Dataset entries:

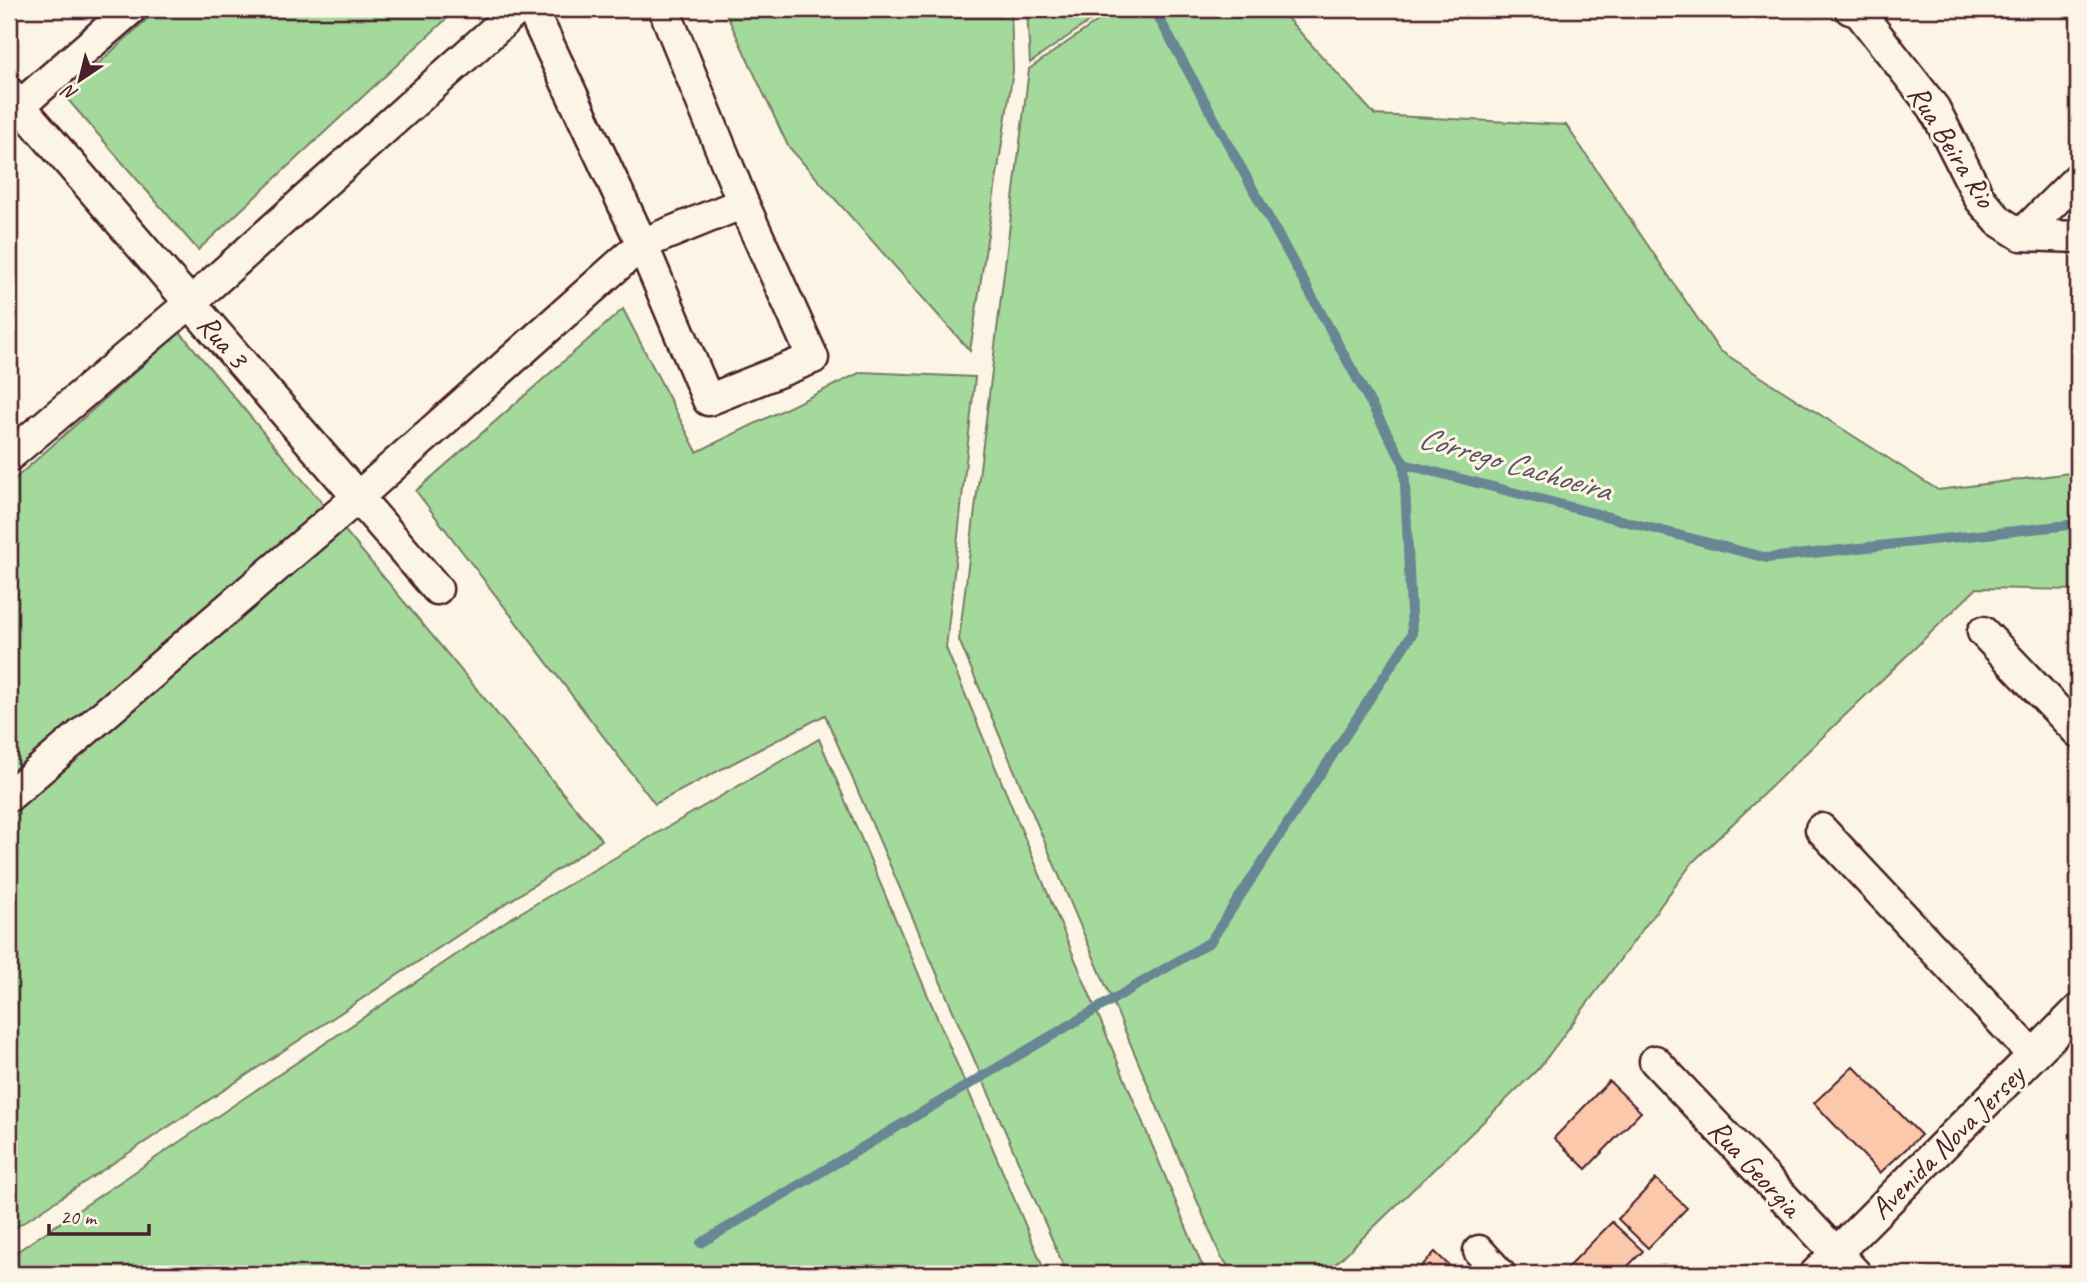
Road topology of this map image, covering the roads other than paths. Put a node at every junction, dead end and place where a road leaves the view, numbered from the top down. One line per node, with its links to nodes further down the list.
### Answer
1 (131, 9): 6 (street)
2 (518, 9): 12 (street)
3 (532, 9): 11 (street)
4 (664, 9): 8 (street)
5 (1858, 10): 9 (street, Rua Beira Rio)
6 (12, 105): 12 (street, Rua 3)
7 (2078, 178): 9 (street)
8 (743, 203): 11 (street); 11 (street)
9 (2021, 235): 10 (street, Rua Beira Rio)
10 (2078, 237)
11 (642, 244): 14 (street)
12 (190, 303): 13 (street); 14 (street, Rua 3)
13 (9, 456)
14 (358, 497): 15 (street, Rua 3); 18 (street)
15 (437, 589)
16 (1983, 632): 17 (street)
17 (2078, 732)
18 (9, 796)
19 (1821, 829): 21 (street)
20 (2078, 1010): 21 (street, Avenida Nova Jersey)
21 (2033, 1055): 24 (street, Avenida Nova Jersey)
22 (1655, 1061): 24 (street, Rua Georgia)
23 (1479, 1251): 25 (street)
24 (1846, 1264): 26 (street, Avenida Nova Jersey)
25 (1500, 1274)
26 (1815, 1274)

▶ [WHAT YOU HAVE TO DO]:
The entries above must be output exactly, with every image left out.

▶ [COMPLETED EXERCISE]:
Road topology of this map image, covering the roads other than paths. Put a node at every junction, dead end and place where a road leaves the view, numbered from the top down. One line per node, with its links to nodes further down the list.
### Answer
1 (131, 9): 6 (street)
2 (518, 9): 12 (street)
3 (532, 9): 11 (street)
4 (664, 9): 8 (street)
5 (1858, 10): 9 (street, Rua Beira Rio)
6 (12, 105): 12 (street, Rua 3)
7 (2078, 178): 9 (street)
8 (743, 203): 11 (street); 11 (street)
9 (2021, 235): 10 (street, Rua Beira Rio)
10 (2078, 237)
11 (642, 244): 14 (street)
12 (190, 303): 13 (street); 14 (street, Rua 3)
13 (9, 456)
14 (358, 497): 15 (street, Rua 3); 18 (street)
15 (437, 589)
16 (1983, 632): 17 (street)
17 (2078, 732)
18 (9, 796)
19 (1821, 829): 21 (street)
20 (2078, 1010): 21 (street, Avenida Nova Jersey)
21 (2033, 1055): 24 (street, Avenida Nova Jersey)
22 (1655, 1061): 24 (street, Rua Georgia)
23 (1479, 1251): 25 (street)
24 (1846, 1264): 26 (street, Avenida Nova Jersey)
25 (1500, 1274)
26 (1815, 1274)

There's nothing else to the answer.